Autor Wątek: Chory żółwik  (Przeczytany 9054 razy)

0 użytkowników i 1 Gość przegląda ten wątek.

Offline Matt88

  • Żółw stepowy (Testudo horsfieldi)
  • *
  • Wiadomości: 13
  • Reputacja: 0
Chory żółwik
« dnia: 28.10.2014, 00:05:27 am »
Witam,

Mam od 15 lat dużą (w sumie chyba już maksymalnych rozmiarów) samiczkę żółwia greckiego. Samiczka ta lata sobie samopasem po domu i żyje w symbiozie z psem :P na ogół raczej mało strachliwa ale jak zdarzą się szybsze ruchy to się chowa a tak to potrafi nawet w skarpetę udziabać :)) Teoretycznie żółw jest mój ale głównym żywicielem jest mama która przeczytała żółtą szkodliwą książeczkę ... od 15 lat żółw jadł głównie owoce i w wakacje liściaste rzeczy typu właśnie mlecze, konieczyny i babki ... niestety tydzień temu pierwszy raz od 15 lat żółwica zwymiotowała pomidorem, myślałem że może coś jej stanęło na żołądku ... dwa dni później dostała banana z robaczkami suszonymi i od tego czasu minęło 3-4 dni i podczas oglądania filmu zobaczyłem jak w terrarium zaczyna znowu wymiotować ale tym razem wyglądało to tak jakby wypluła swoje wnętrzności, dosłownie 3/4 jej objętości z niej wyleciało :( od wczoraj późnego wieczora aż do teraz żółwiczka śpi ale normalnie się przebudza i chodzi ... jednakże podczas spania i w ogóle jej pyszczek robi się mokry tak samo podgardle i na podłodze zostawia plamy wielkości zakrętki od butelki a dziś rano i wieczorem te plamy były tak jakby z brązowymi ziarenkami jak tabaka, wytarłem jej pyszczek chusteczką i także na niej został ślad jak po tabace :( martwię się aby mała mi nie padła :( jutro jestem umówiony do kliniki Dr Kalickiego w gdańsku ale póki co może ktoś wie czego to są objawy albo chociaż przypuszcza ? żółw wkładany jest do terrarium z podłożem TROPICAL BIOTERRA - kokosowe podłoże i nagrzewany lampką 50W, całe 15 lat zawsze po jedzeniu uciekała sobie spać pod lampkę a jak już się nagrzała to chciała wyjść i latała samopasem po domu :) ale teraz się martwię :(

Z góry dzięki za odpowiedź :)

Offline doru

  • Żółw lamparci (Geochelone pardalis)
  • ***
  • Wiadomości: 1553
  • Reputacja: 52
Odp: Chory żółwik
« Odpowiedź #1 dnia: 28.10.2014, 09:14:14 am »
TERAZ się martwisz?
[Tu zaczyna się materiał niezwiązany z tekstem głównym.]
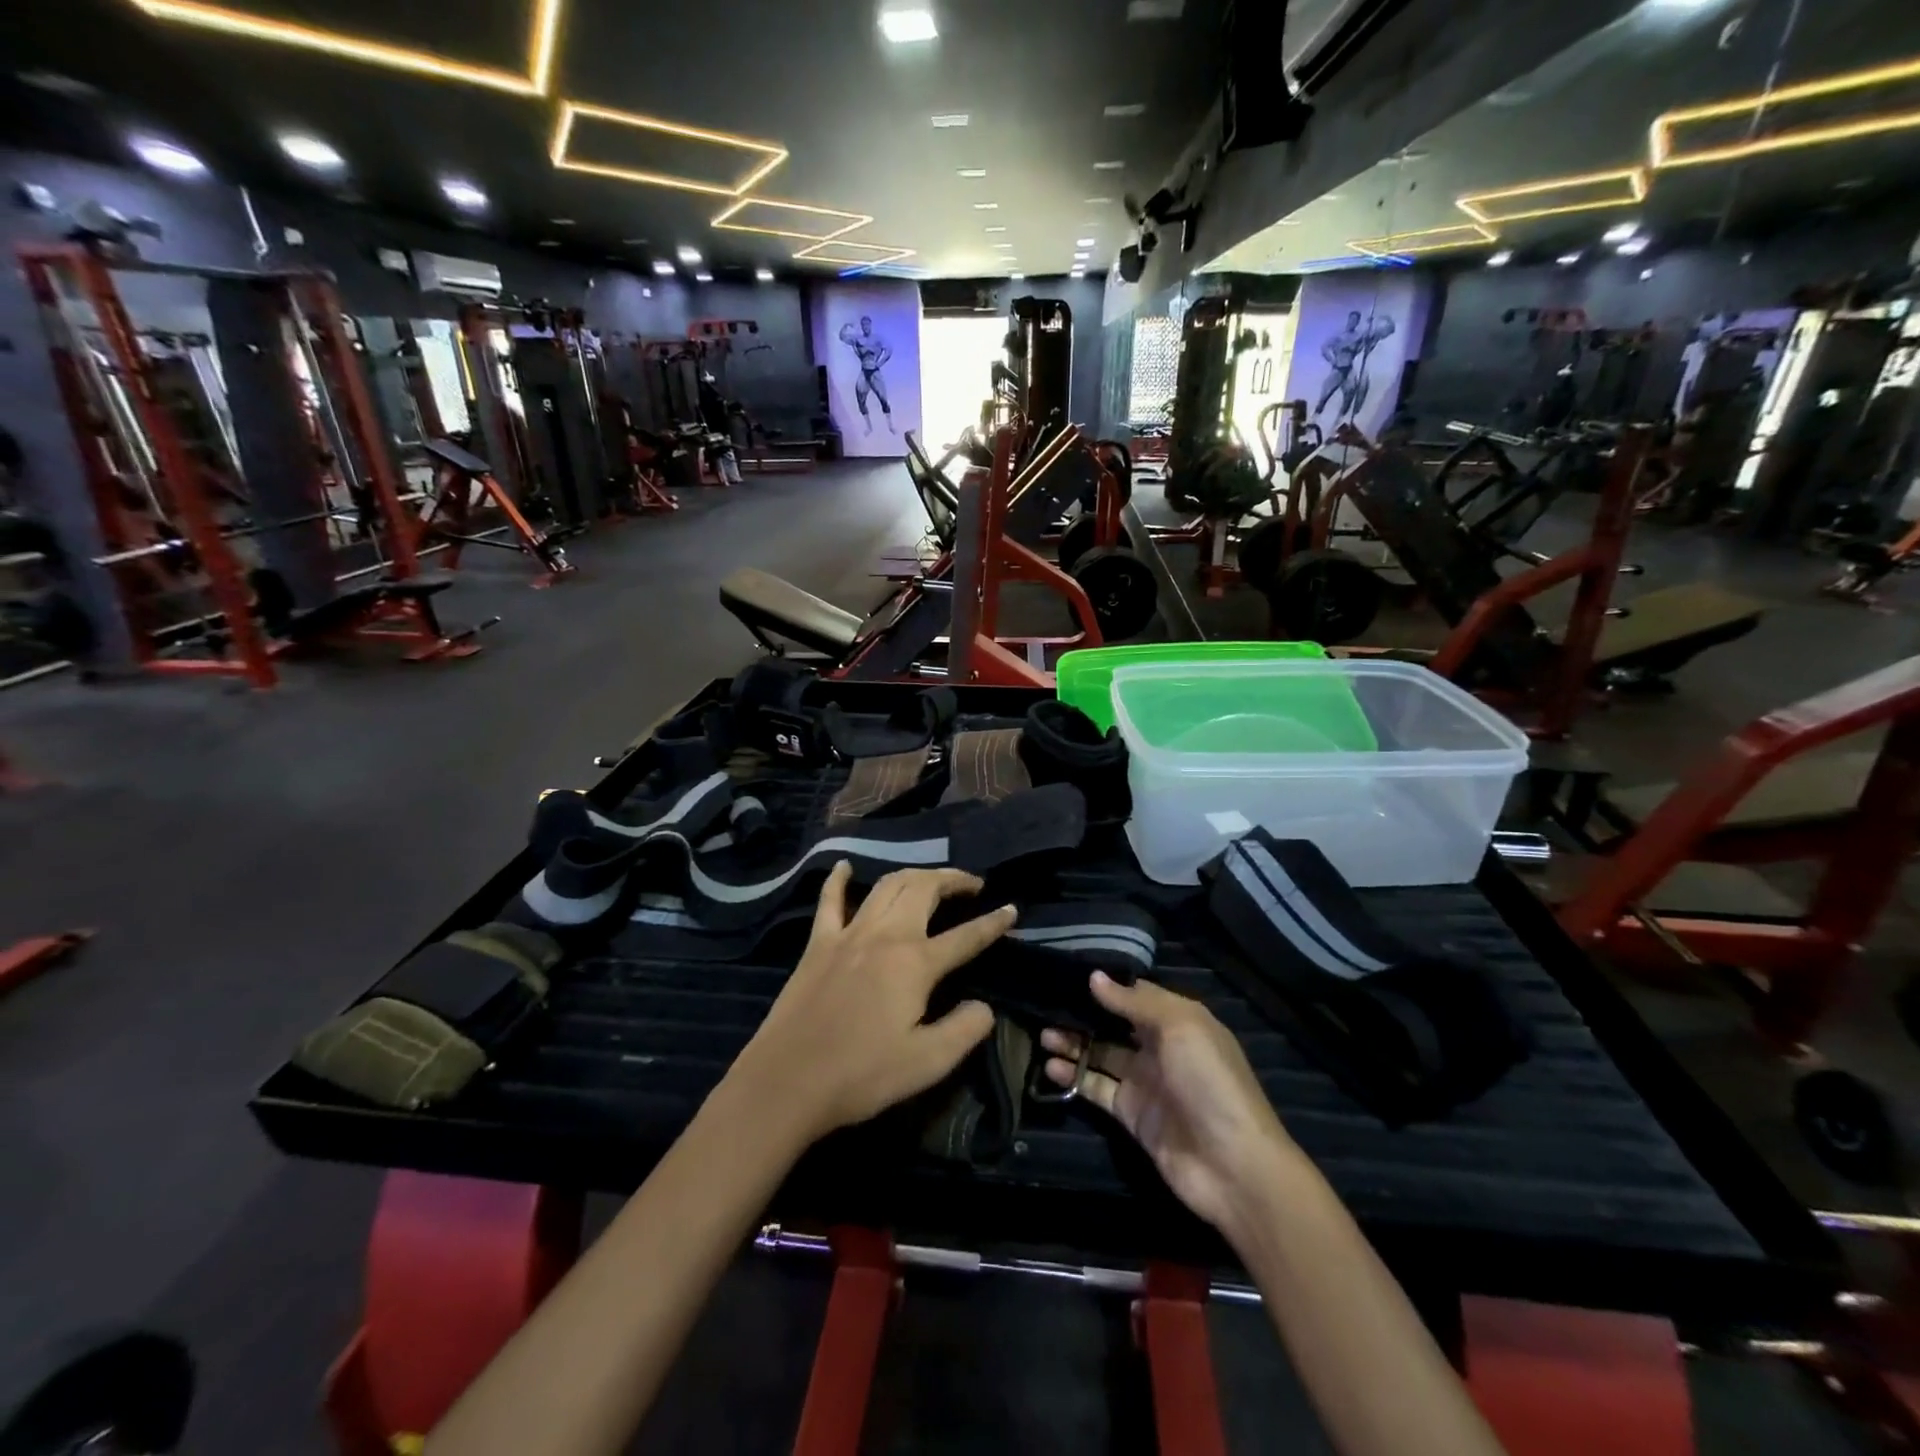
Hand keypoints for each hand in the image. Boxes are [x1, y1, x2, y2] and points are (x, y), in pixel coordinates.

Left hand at [731, 863, 1015, 1143]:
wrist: (786, 1082)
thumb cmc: (862, 1075)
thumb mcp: (928, 1063)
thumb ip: (965, 1029)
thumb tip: (984, 1006)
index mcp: (915, 963)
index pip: (966, 936)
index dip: (993, 922)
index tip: (1012, 909)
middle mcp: (885, 936)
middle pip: (924, 890)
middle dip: (952, 880)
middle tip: (971, 884)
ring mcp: (848, 934)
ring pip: (886, 886)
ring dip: (913, 875)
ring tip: (931, 880)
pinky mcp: (817, 944)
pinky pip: (829, 901)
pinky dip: (839, 880)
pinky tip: (845, 866)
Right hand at [1042, 973, 1301, 1241]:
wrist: (1234, 1167)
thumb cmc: (1210, 1082)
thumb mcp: (1180, 1027)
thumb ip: (1134, 1002)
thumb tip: (1094, 977)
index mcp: (1179, 1020)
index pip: (1136, 993)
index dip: (1106, 984)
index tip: (1069, 972)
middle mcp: (1160, 1047)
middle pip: (1114, 1023)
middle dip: (1083, 1014)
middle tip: (1045, 1006)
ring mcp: (1145, 1081)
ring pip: (1101, 1054)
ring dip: (1073, 1043)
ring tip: (1042, 1035)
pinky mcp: (1131, 1114)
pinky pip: (1097, 1087)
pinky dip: (1074, 1076)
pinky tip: (1051, 1067)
A nie martwiło Cię wcześniej to, że żółw ma fatalne warunki, którymi się tutaj chwalisz?

niestety tydzień temu pierwszy raz od 15 lat żółwica zwymiotowała pomidorem, myślałem że może coś jej stanęło na żołądku ... dwa dni później dostała banana z robaczkami suszonymi i od tego czasu minęło 3-4 dni i podczas oglądania filmu zobaczyłem jak w terrarium zaczyna znowu wymiotować ale tym razem wyglądało to tak jakby wypluła swoje wnętrzności, dosłownie 3/4 jej objętości z niej wyleciało :(

Po pierwsze, do lekarza powinieneś lecieć w te pędy już tydzień temu po pierwszych wymiotach, a nie teraz. Dwa, jak wyglądały te "wnętrzności"?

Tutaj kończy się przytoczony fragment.